*** Opening Records to use ***
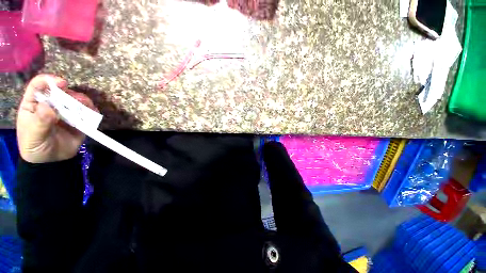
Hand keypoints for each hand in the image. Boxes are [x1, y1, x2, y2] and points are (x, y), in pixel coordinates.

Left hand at [16, 74, 96, 162]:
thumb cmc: (35, 146)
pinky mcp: (78, 120)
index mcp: (34, 104)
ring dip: (83, 102)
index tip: (62, 83)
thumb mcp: (33, 135)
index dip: (49, 80)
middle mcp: (50, 104)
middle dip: (70, 94)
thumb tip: (49, 108)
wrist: (51, 161)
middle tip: (78, 101)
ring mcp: (64, 112)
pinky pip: (86, 112)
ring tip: (88, 108)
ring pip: (75, 100)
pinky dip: (92, 111)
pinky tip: (93, 114)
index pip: (38, 85)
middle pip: (60, 91)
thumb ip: (40, 121)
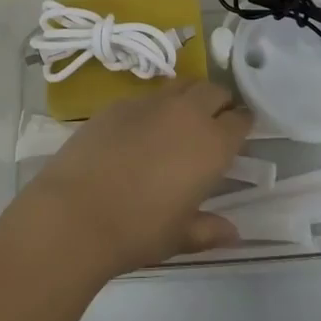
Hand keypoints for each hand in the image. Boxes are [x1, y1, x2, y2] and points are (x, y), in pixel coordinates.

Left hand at [12, 81, 252, 279]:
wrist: (76, 211)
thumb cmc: (138, 229)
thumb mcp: (180, 236)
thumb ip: (209, 229)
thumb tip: (233, 232)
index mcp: (212, 144)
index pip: (240, 120)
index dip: (243, 124)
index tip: (240, 132)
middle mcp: (187, 113)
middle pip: (214, 91)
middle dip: (219, 102)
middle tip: (215, 121)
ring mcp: (151, 102)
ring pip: (181, 85)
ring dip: (189, 97)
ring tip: (182, 119)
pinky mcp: (119, 103)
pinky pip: (148, 96)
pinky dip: (155, 107)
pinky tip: (142, 129)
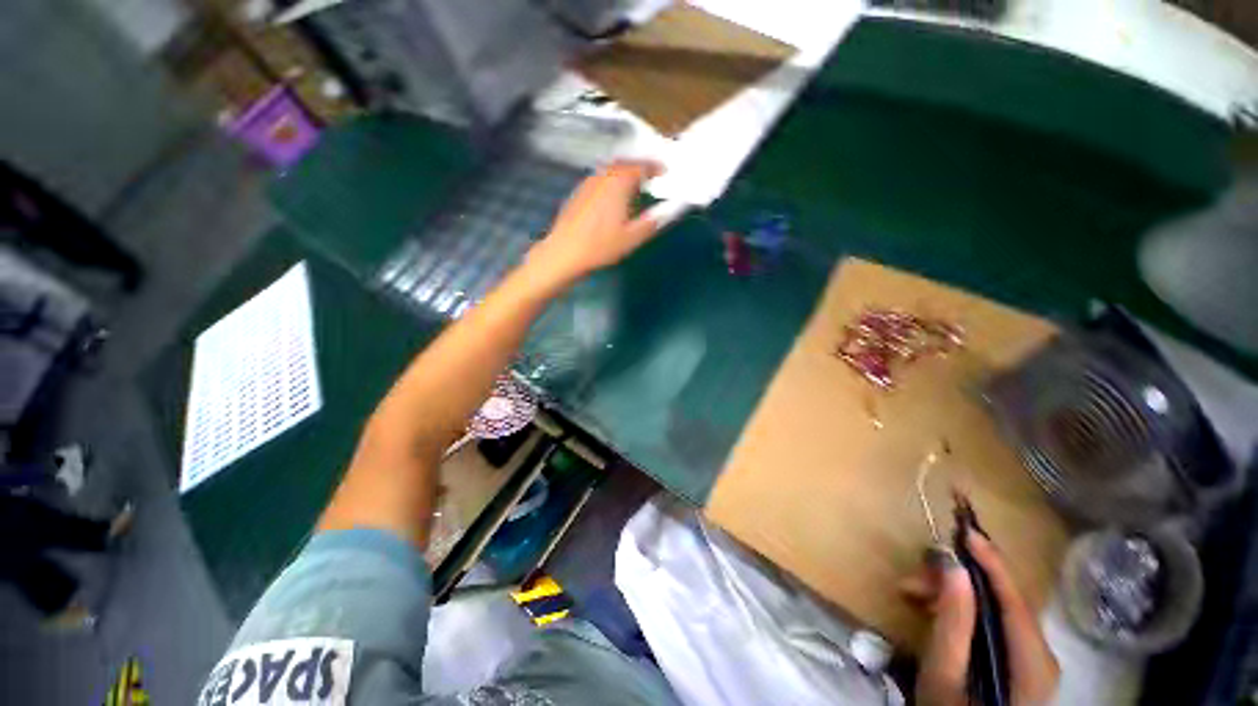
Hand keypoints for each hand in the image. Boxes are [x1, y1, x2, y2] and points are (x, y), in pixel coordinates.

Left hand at [526, 160, 664, 288]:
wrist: (564, 253)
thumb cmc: (600, 246)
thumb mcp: (632, 237)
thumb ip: (653, 221)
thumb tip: (670, 209)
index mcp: (618, 183)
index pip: (641, 166)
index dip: (655, 167)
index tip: (665, 171)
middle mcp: (602, 176)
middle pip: (624, 164)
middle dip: (639, 167)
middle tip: (651, 176)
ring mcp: (587, 183)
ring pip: (610, 170)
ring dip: (624, 173)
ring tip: (634, 186)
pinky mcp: (578, 193)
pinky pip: (600, 179)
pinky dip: (612, 181)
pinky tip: (613, 197)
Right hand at [900, 533, 1058, 705]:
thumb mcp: (944, 674)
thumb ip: (952, 621)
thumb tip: (951, 564)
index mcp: (1032, 661)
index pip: (1014, 598)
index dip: (991, 559)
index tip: (964, 527)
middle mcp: (1040, 653)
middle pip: (1001, 600)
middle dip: (956, 581)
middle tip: (912, 578)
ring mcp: (1030, 658)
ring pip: (993, 608)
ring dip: (952, 595)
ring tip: (911, 593)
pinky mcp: (1017, 661)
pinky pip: (990, 621)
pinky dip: (960, 610)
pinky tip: (931, 609)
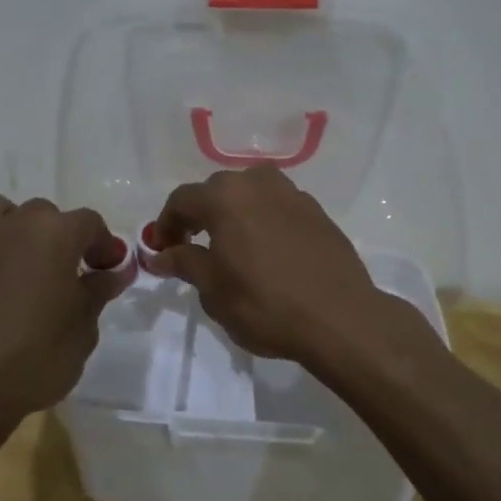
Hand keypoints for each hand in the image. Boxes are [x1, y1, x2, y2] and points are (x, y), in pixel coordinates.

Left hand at [0, 196, 127, 426]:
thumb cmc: (35, 357)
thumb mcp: (83, 330)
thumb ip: (98, 292)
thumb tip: (114, 271)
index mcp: (56, 234)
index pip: (90, 223)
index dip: (103, 245)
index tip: (106, 271)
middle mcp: (14, 224)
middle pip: (44, 213)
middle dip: (60, 237)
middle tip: (66, 274)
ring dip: (15, 228)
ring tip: (21, 263)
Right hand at [150, 165, 411, 364]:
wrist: (339, 318)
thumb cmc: (265, 304)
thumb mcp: (213, 289)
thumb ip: (184, 263)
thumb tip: (161, 254)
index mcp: (225, 197)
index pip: (182, 200)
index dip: (166, 224)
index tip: (161, 249)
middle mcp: (258, 183)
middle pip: (216, 191)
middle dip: (198, 216)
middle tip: (191, 247)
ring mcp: (292, 194)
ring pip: (250, 195)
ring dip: (233, 214)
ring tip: (230, 247)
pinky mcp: (317, 212)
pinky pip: (277, 207)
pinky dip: (262, 221)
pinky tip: (265, 251)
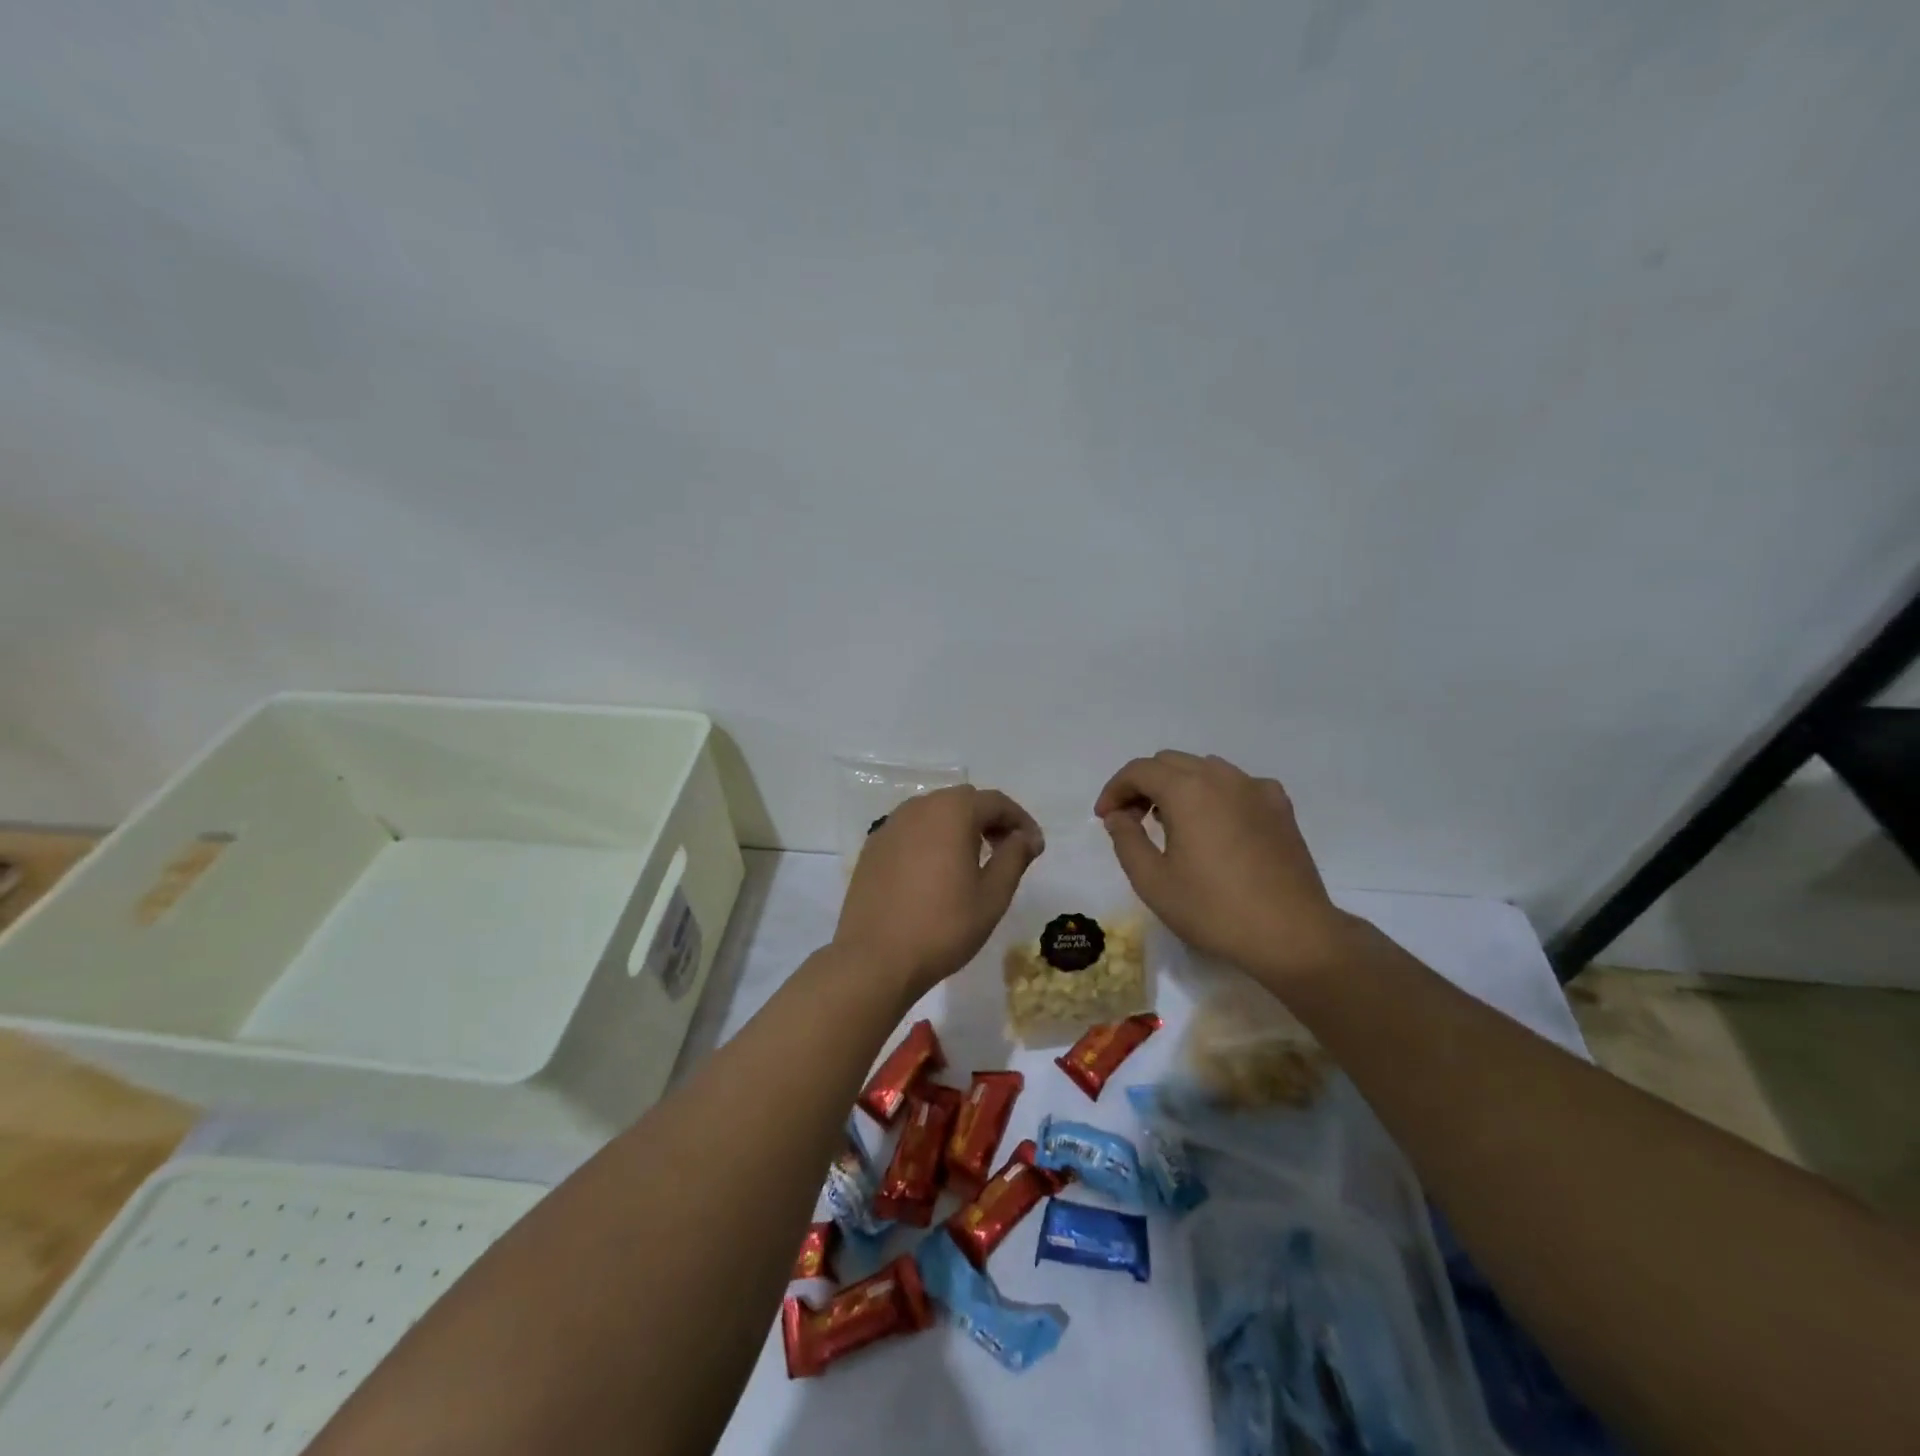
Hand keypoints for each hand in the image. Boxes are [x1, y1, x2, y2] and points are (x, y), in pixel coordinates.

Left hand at [836, 786, 1044, 993]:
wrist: (874, 958)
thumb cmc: (943, 926)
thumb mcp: (992, 895)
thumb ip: (1014, 857)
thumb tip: (1026, 837)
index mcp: (951, 812)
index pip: (996, 802)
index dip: (1020, 821)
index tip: (1035, 848)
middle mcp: (918, 808)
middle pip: (964, 801)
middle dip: (990, 820)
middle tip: (1007, 851)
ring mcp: (890, 826)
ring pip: (935, 814)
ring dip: (959, 828)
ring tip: (973, 861)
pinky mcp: (873, 847)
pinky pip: (911, 831)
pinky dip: (932, 840)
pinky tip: (936, 872)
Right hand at [1095, 751, 1356, 987]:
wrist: (1292, 934)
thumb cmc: (1214, 909)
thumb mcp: (1153, 882)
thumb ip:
*** Closing Records to use ***
Task statement »
A faithful, complete copy of the entries is required, without the pictures.

Result of this task »
Hand keypoints for each hand in the image. Boxes are [x1, y1, x2, y2] and points are (x, y), in pixel coordinates.

Left hand at [16, 74, 96, 162]:
thumb cmc: (35, 146)
pinky mcp: (78, 120)
index mcp: (34, 104)
ring dip: (83, 102)
index tip: (62, 83)
thumb mcp: (33, 135)
index dip: (49, 80)
middle mcp: (50, 104)
middle dip: (70, 94)
thumb tip: (49, 108)
wrist: (51, 161)
middle tip: (78, 101)
ring mcp: (64, 112)
pinky pip: (86, 112)
ring tip: (88, 108)
ring pip: (75, 100)
pinky dip: (92, 111)
pinky tip: (93, 114)
index pip: (38, 85)
middle pip: (60, 91)
thumb ip: (40, 121)
Hand keypoints for each hand in the image. Boxes are [x1, y1, x2, y2] and points are (x, y), in pixel coordinates.

Left hand at [12, 81, 252, 279]:
wrist: (76, 211)
thumb cmc: (138, 229)
thumb mcp: (180, 236)
thumb ip: (209, 229)
thumb tip: (233, 232)
index mcp: (212, 144)
index pip: (240, 120)
index dip: (243, 124)
index tip: (240, 132)
middle mcp: (187, 113)
middle pip: (214, 91)
middle dip: (219, 102)
middle tip: (215, 121)
ring mcp: (151, 102)
ring pip: (181, 85)
ring dip: (189, 97)
ring tip: (182, 119)
pinky mcp: (119, 103)
pinky pip: (148, 96)
pinky dip: (155, 107)
pinky tip: (142, 129)
Hand keypoints for each hand in the image. Boxes are [x1, y1, x2, y2] and points are (x, y), in pixel coordinates.

Left hand at [526, 160, 664, 288]:
wrist: (564, 253)
thumb cmc: (600, 246)
thumb mcp: (632, 237)
thumb ip: (653, 221)
thumb tip: (670, 209)
index mcp: (618, 183)
index pip: (641, 166)
index dip: (655, 167)
index tip: (665, 171)
middle mcp: (602, 176)
middle pip: (624, 164)
middle dip: (639, 167)
middle tip: (651, 176)
ring mcp: (587, 183)
ring pip: (610, 170)
ring dip: (624, 173)
ring tip: (634, 186)
pinky mcp: (578, 193)
pinky pip: (600, 179)
pinky dip: (612, 181)
pinky tip: (613, 197)
Right hand at [900, 533, 1058, 705]:
thumb mcp: (944, 674)
thumb ip: (952, 621)
thumb tip: (951, 564)
index mcp: (1032, 661)
index pip: (1014, 598)
index dip: (991, 559)
index tip: (964, 527)
middle mcp: (1040, 653)
middle pip: (1001, 600)
middle dip: (956, 581)
middle tip: (912, 578)
ring mcp: (1030, 658)
ring pip: (993, 608)
ring dip: (952, 595)
ring tip: (911, 593)
pinky mcp: (1017, 661)
pinky pip: (990, 621)
pinky dip: (960, 610)
pinky tip: (931, 609)
Hand keypoints for each hand in the image. Boxes are [x1, y1, x2, y2] and points are (x, y), in pixel coordinates.

Left hand at [0, 196, 127, 426]:
thumb cmc: (35, 357)
thumb mcp: (83, 330)
thumb ip: (98, 292)
thumb tip: (114, 271)
index mcp: (56, 234)
index pip: (90, 223)
index dip: (103, 245)
index tip: (106, 271)
middle mcp: (14, 224)
middle pip: (44, 213)
middle dip: (60, 237)
middle tip: (66, 274)
ring dip: (15, 228)
ring tip: (21, 263)
Right hand at [150, 165, 411, 364]:
wrist: (339, 318)
thumb cmc: (265, 304)
thumb mcp: (213, 289)
thumb ip: (184, 263)
thumb tip: (161, 254)
index mcp: (225, 197)
index pip: (182, 200)
index dip: (166, 224)
index tip: (161, 249)
middle mcp: (258, 183)
middle pip: (216, 191)
middle dip: (198, 216)
middle tip: (191, 247)
ring mcp: (292, 194)
ring pip: (250, 195)
ring dip: (233, 214)
ring tip: (230, 247)
pinky mcp: (317, 212)
pinky pip: (277, 207)
pinky dip: (262, 221)
pinky tip: (265, 251)
Hand keypoints for each hand in the image. Boxes are [x1, y1, x2, y2] and points are (x, y), in pixel coordinates.

Left hand at [836, 786, 1044, 993]:
wrist: (874, 958)
thumb cmc: (943, 926)
thumb mcp: (992, 895)
thumb ip: (1014, 857)
thumb tip: (1026, 837)
index mcp: (951, 812)
index pip: (996, 802)
index dip: (1020, 821)
index tip: (1035, 848)
middle mcp: (918, 808)
middle pip: (964, 801)
middle dip: (990, 820)
middle tip: (1007, 851)
ring mcp: (890, 826)
ring pip: (935, 814)
ring dip: (959, 828)
ring tip: (973, 861)
pinky mcp: (873, 847)
pinky pip: (911, 831)
pinky dip: (932, 840)
pinky tip: (936, 872)
Right hand at [1095, 751, 1356, 987]:
wrist: (1292, 934)
thumb cmc: (1214, 909)
thumb mcp: (1153, 882)
thumb ip:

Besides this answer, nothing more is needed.